The report comes as Shell presses Interior for a green light to begin drilling in the Beaufort Sea off Alaska’s northern coast next year, an effort that includes a major ad campaign and other steps.

Shell had hoped to drill this year, but Interior has slowed the company’s plans.

Interior says it is taking needed steps to ensure drilling safety and environmental protection in the wake of the catastrophic BP oil spill. The agency has issued several new safety requirements in recent months.



Also, before the BP spill, Interior in March nixed four upcoming lease sales in Arctic waters, citing the need for more study of development there, even as it announced plans to allow wider offshore leasing in the 2012-2017 period.

Shell is pledging to have robust accident response systems in place — and frequently notes it is seeking to drill in waters vastly shallower than the 5,000-foot depth of BP’s ill-fated Macondo well in the Gulf.

Michael Bromwich, Interior’s top offshore drilling regulator, on Tuesday told the presidential commission probing the BP spill that federal decisions about how to proceed in the Arctic are coming soon.

“We've had meetings in the Department of Interior very recently. And we have additional discussions that are going to be held in the very near future. I think people understand that there is a desire for and a need for clarity. And we will try to provide that as quickly as we can,” said Bromwich, who heads Interior’s Bureau of Ocean Energy Management, Regulation and Enforcement.

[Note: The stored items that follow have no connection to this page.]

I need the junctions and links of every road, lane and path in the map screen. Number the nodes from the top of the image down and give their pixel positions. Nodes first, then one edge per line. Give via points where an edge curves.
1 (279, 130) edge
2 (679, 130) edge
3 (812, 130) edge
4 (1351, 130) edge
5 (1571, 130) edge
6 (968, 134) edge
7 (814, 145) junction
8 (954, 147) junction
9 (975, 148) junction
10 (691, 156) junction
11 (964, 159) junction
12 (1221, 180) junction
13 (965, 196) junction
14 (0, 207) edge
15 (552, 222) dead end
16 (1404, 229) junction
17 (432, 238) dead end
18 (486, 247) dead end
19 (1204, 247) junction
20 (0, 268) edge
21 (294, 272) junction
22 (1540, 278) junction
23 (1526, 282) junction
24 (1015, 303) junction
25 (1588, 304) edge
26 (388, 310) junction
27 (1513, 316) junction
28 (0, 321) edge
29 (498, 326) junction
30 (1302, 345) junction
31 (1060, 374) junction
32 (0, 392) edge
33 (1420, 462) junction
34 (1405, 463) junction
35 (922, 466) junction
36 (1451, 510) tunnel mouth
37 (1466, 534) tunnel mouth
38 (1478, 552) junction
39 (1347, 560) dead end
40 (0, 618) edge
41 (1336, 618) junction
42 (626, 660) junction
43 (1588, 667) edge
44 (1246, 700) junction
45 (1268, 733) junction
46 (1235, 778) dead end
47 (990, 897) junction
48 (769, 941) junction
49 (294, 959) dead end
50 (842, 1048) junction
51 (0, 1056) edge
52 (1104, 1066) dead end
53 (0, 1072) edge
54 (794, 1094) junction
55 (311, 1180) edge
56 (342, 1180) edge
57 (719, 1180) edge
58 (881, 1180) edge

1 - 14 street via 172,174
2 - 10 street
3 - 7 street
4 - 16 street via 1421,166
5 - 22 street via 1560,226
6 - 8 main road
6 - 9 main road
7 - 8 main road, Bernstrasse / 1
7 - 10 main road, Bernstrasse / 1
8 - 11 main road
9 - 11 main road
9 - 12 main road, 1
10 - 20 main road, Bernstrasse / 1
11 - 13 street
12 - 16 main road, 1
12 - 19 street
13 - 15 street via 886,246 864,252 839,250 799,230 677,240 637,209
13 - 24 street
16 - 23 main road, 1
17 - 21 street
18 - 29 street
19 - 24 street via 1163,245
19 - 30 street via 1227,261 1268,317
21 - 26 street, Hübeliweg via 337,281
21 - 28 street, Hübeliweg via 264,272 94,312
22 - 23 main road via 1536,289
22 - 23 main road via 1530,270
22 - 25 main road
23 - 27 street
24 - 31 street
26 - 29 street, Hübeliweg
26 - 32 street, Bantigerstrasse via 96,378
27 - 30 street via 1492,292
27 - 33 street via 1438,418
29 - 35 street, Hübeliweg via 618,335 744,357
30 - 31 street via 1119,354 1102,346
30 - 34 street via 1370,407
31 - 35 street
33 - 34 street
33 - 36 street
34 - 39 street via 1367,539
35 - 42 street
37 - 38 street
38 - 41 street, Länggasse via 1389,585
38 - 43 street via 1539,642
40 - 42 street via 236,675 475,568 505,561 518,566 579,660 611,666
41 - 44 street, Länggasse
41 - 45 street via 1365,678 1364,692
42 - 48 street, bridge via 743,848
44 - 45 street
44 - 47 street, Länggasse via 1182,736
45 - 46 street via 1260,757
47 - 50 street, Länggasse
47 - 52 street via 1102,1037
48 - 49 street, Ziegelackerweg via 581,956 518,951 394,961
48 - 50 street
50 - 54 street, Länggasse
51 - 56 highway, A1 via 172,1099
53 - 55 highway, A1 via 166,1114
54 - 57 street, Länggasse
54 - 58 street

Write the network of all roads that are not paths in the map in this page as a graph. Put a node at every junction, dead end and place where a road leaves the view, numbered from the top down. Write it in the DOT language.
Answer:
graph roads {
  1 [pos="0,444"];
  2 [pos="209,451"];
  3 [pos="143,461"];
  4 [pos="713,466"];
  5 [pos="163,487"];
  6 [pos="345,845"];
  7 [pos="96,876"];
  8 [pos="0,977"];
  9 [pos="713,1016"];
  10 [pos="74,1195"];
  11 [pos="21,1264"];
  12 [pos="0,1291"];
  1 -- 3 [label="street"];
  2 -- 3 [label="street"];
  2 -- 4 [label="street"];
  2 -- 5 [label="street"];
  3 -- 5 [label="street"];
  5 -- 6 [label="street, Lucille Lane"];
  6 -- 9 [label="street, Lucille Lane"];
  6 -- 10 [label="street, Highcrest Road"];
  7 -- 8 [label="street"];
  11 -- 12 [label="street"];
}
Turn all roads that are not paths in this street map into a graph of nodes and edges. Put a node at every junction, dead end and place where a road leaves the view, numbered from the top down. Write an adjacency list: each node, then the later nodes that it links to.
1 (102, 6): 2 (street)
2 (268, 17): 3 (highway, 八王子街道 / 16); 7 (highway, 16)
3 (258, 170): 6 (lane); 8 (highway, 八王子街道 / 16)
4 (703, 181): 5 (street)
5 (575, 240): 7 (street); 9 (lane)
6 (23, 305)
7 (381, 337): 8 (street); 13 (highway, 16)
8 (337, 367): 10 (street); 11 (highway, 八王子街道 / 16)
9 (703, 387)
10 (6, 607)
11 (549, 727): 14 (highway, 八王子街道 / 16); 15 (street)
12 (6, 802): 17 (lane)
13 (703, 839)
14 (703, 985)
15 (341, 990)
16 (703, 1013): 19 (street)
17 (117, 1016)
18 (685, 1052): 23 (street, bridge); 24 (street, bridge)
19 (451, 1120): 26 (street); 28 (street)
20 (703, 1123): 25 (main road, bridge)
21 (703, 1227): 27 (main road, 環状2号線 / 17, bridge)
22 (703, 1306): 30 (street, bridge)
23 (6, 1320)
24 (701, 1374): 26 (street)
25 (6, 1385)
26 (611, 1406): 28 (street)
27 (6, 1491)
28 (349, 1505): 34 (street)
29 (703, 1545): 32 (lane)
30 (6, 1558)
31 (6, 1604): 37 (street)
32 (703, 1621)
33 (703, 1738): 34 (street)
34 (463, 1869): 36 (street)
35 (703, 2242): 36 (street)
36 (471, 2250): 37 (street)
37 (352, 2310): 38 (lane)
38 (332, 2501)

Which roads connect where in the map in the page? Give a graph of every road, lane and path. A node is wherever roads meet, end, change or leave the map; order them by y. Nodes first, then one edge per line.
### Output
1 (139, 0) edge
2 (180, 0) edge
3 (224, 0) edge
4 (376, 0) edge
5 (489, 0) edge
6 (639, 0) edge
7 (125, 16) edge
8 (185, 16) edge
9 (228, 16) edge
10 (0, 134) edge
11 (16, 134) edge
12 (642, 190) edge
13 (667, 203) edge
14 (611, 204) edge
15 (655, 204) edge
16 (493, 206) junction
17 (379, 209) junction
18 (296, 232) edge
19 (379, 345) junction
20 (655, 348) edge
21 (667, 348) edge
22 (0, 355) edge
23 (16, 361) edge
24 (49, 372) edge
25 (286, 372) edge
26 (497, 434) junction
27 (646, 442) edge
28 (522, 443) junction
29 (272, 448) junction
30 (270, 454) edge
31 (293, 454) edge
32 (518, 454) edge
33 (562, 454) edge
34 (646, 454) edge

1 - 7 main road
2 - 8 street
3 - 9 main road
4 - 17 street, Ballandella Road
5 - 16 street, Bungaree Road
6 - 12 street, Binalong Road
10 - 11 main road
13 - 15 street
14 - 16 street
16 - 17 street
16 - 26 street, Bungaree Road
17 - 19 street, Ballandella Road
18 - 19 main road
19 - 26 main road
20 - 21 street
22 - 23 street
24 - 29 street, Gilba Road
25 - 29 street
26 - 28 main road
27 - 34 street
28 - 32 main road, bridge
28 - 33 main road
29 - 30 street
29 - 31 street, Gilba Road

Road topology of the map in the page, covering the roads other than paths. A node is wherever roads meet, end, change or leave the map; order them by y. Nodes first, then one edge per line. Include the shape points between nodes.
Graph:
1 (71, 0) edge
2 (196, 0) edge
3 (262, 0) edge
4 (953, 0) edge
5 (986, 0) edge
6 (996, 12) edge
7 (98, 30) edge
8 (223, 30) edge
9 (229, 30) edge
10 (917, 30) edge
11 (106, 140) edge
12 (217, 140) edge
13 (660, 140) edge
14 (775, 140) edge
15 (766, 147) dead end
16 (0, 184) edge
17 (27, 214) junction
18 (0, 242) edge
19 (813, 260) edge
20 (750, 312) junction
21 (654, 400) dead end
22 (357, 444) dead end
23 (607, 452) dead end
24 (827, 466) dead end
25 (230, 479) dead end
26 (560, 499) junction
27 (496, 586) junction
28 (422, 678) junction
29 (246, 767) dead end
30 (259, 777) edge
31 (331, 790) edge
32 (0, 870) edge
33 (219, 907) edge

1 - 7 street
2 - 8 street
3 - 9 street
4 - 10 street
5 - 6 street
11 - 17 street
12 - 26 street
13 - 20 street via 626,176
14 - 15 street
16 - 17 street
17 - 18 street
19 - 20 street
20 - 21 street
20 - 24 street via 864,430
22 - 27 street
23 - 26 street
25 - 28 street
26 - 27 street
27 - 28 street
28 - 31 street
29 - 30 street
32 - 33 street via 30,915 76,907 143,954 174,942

He told the panel — called the National Commission on the BP Deepwater Horizon Oil Spill and Offshore Drilling — that the oil-and-gas potential off Alaska is “substantial,” but added that the region presents “special challenges” around spill response, sensitive marine species and others areas.

Sen. Mark Begich (D-Alaska) has repeatedly pressed the White House to allow drilling in the icy waters off his state’s northern coast.

He quickly attacked Pew’s call for a delay while noting some of its other recommendations mirror his legislation to expand safeguards.

“I disagree with Pew’s insistence on an unspecified moratorium on Arctic development, because the perfect set of conditions simply never occurs. I’ll continue to push the Obama administration for responsible Arctic development now to help meet America’s energy, national and economic security,” Begich said in a statement Wednesday.